PROBLEM TO WORK ON: When you output the records, match them exactly and omit any picture they include.

AVAILABLE DATA:
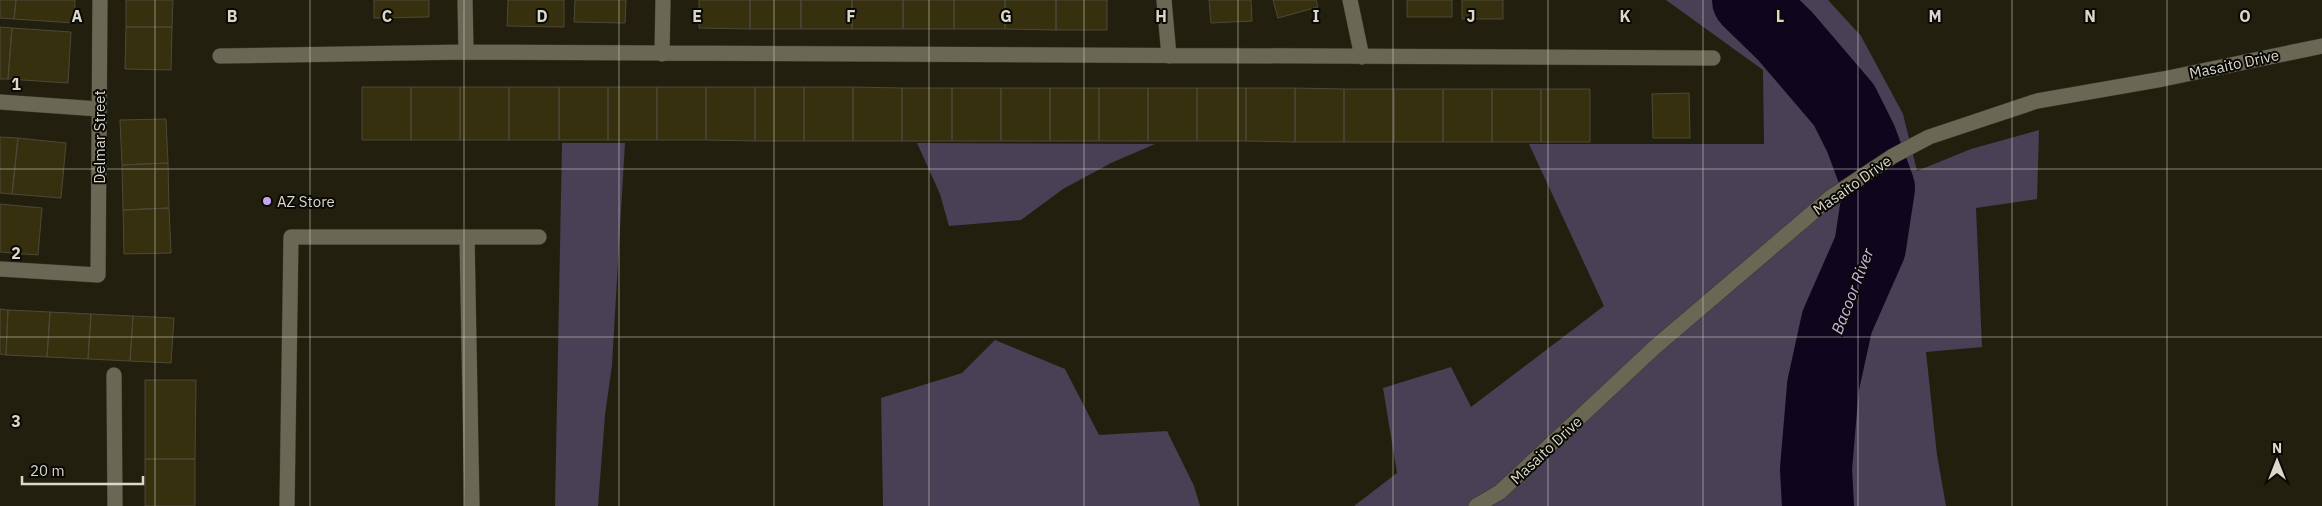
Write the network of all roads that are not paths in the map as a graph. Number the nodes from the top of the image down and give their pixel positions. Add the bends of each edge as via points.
1 (100, 0) edge
2 (465, 0) edge
3 (662, 0) edge
4 (1164, 0) edge
5 (1350, 0) edge
6 (2322, 46) edge
7 (466, 52) junction
8 (662, 54) junction
9 (220, 56) dead end
10 (1169, 56) junction
11 (1362, 57) junction
12 (1713, 58) dead end
13 (0, 102) edge
14 (99, 109) junction
15 (467, 237) junction
16 (539, 237) dead end
17 (0, 268) edge
18 (114, 375) dead end
19 (115, 506) edge
20 (287, 506) edge
21 (472, 506) edge
22 (1476, 506) edge

1 - 14 street, Delmar Street
2 - 7 street
3 - 8 street
4 - 10 street
5 - 11 street
6 - 22 street, Masaito Drive via 2037,101 1929,137 1893,156 1831,197 1655,347 1500,492
7 - 8 street
7 - 9 street
8 - 10 street
10 - 11 street
11 - 12 street
13 - 14 street
14 - 17 street, Delmar Street via 98,275
15 - 16 street
15 - 20 street via 291,237
15 - 21 street
18 - 19 street

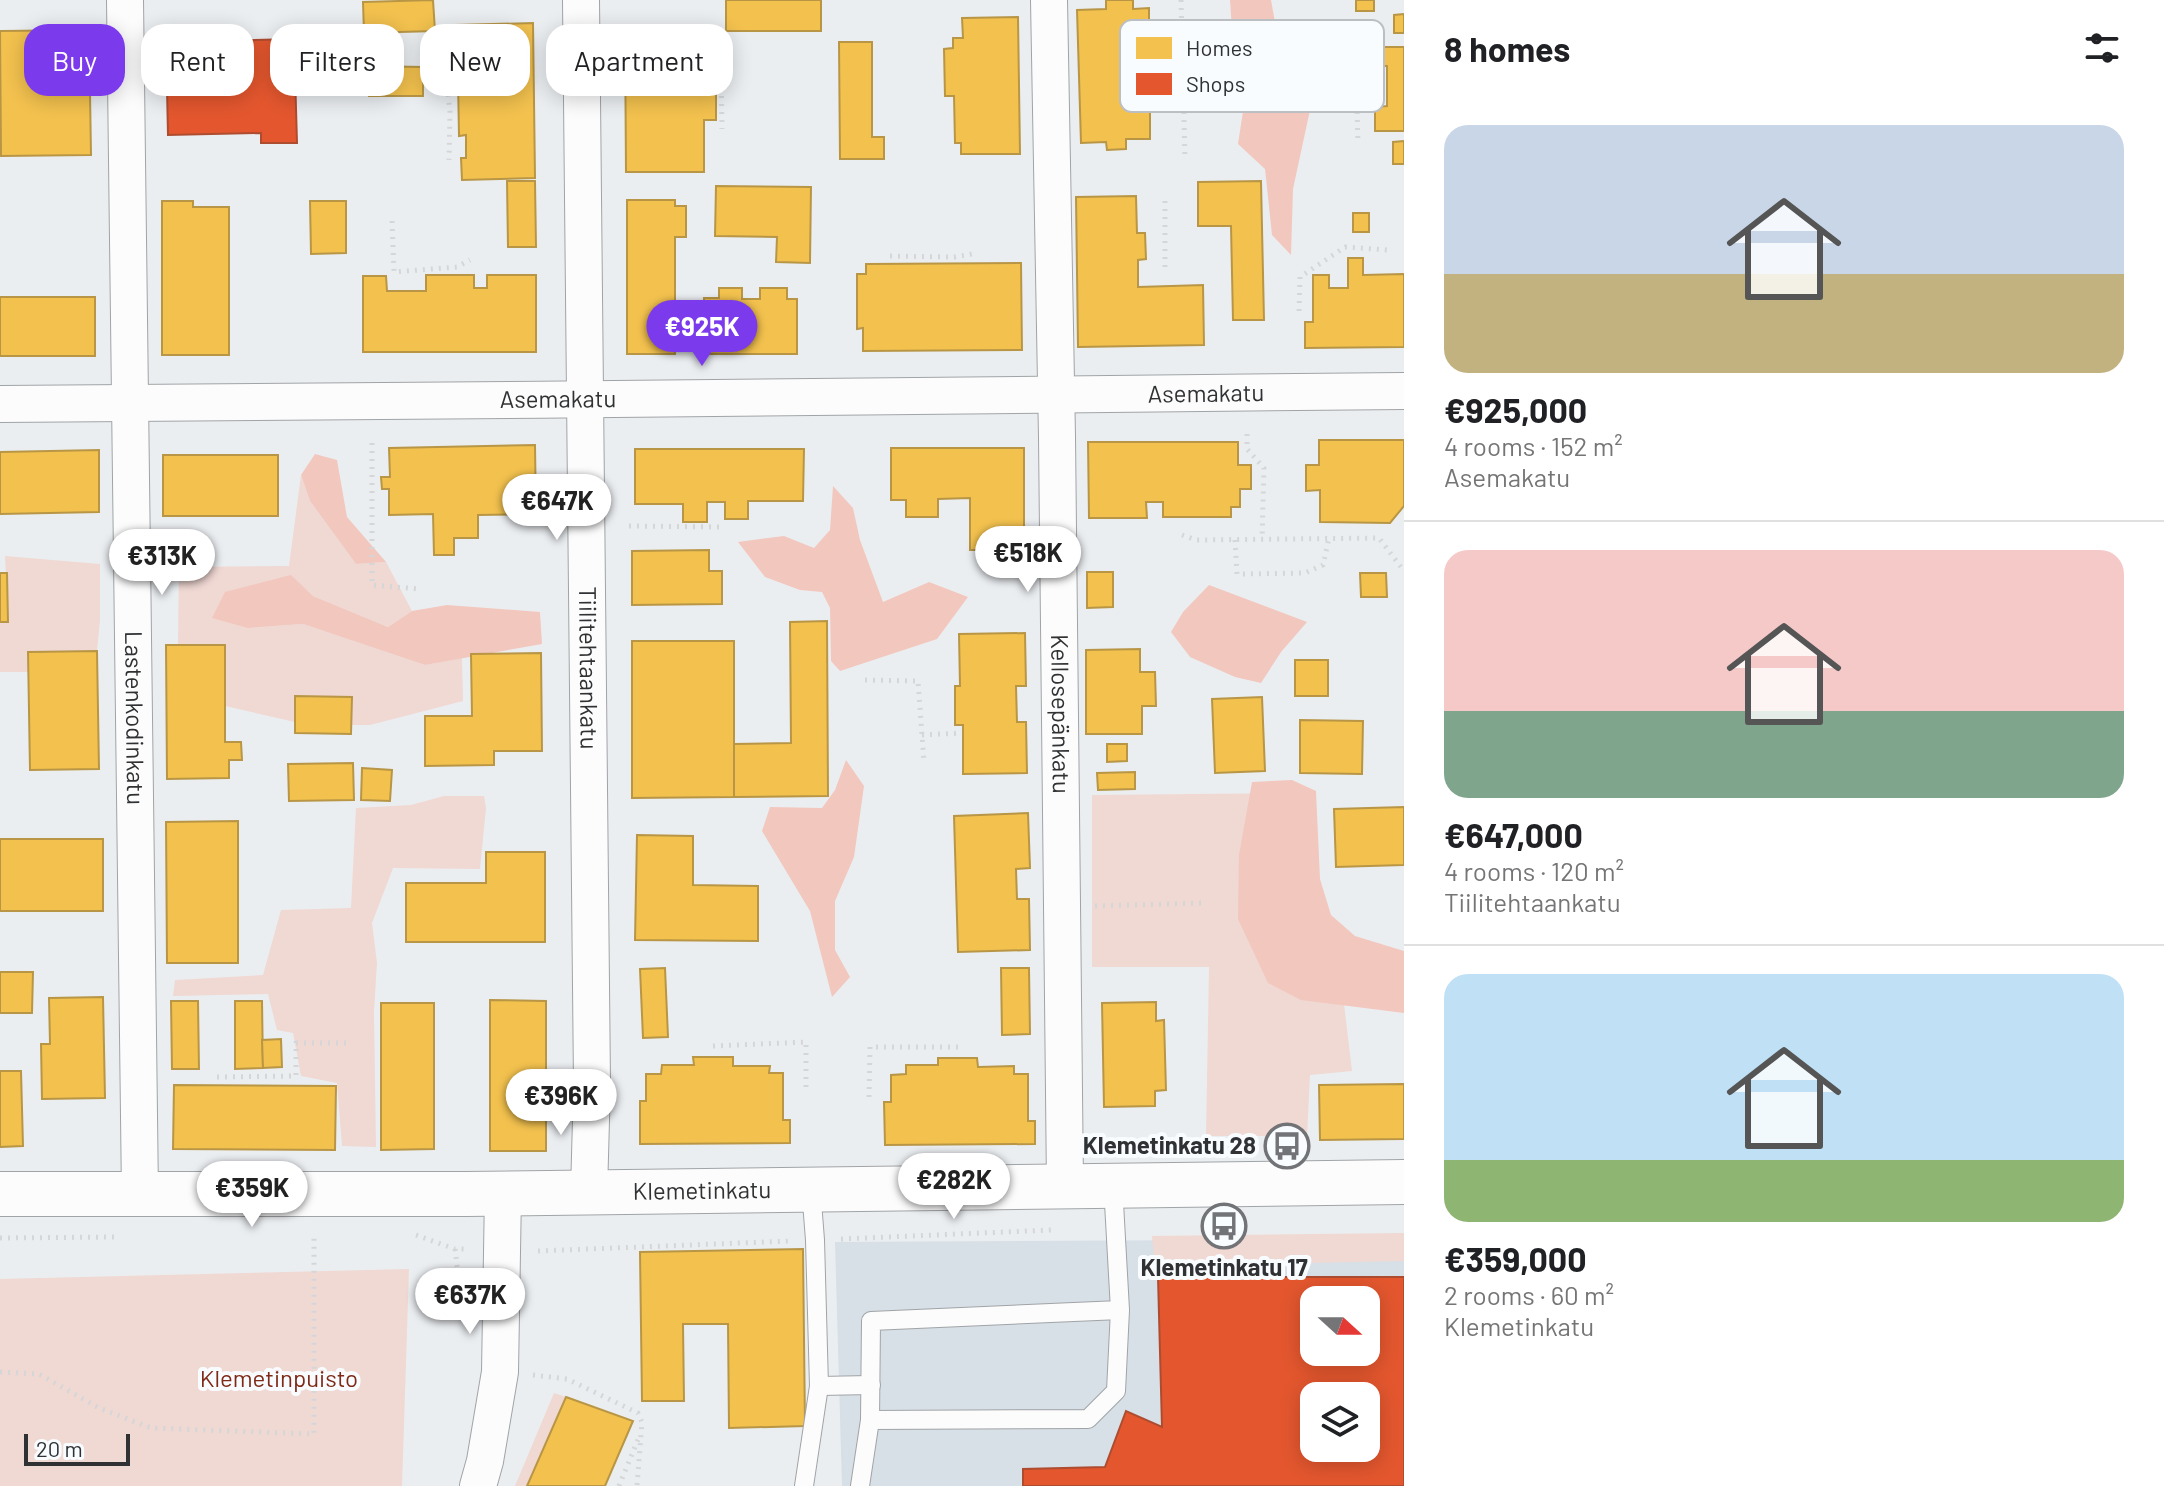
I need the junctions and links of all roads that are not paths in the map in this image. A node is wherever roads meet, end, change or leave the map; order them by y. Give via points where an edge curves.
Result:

EXPECTED OUTPUT:
Write the network of all roads that are not paths in the map as a graph. Number the nodes from the top of the image down and give their pixel positions. Add the bends of each edge as via points.
1 (100, 0) edge
2 (465, 0) edge
3 (662, 0) edge
4 (1164, 0) edge
5 (1350, 0) edge
6 (2322, 46) edge
7 (466, 52) junction
8 (662, 54) junction
9 (220, 56) dead end
10 (1169, 56) junction
11 (1362, 57) junction
12 (1713, 58) dead end
13 (0, 102) edge
14 (99, 109) junction
15 (467, 237) junction
16 (539, 237) dead end
17 (0, 268) edge
18 (114, 375) dead end
19 (115, 506) edge
20 (287, 506) edge
21 (472, 506) edge
22 (1476, 506) edge

1 - 14 street, Delmar Street
2 - 7 street
3 - 8 street
4 - 10 street
5 - 11 street
6 - 22 street, Masaito Drive via 2037,101 1929,137 1893,156 1831,197 1655,347 1500,492
7 - 8 street
7 - 9 street
8 - 10 street
10 - 11 street
11 - 12 street
13 - 14 street
14 - 17 street, Delmar Street via 98,275
15 - 16 street
15 - 20 street via 291,237
15 - 21 street
18 - 19 street

I need the junctions and links of all roads that are not paths in the map in this image. A node is wherever roads meet, end, change or leave the map; order them by y. Give via points where an edge curves.
Result:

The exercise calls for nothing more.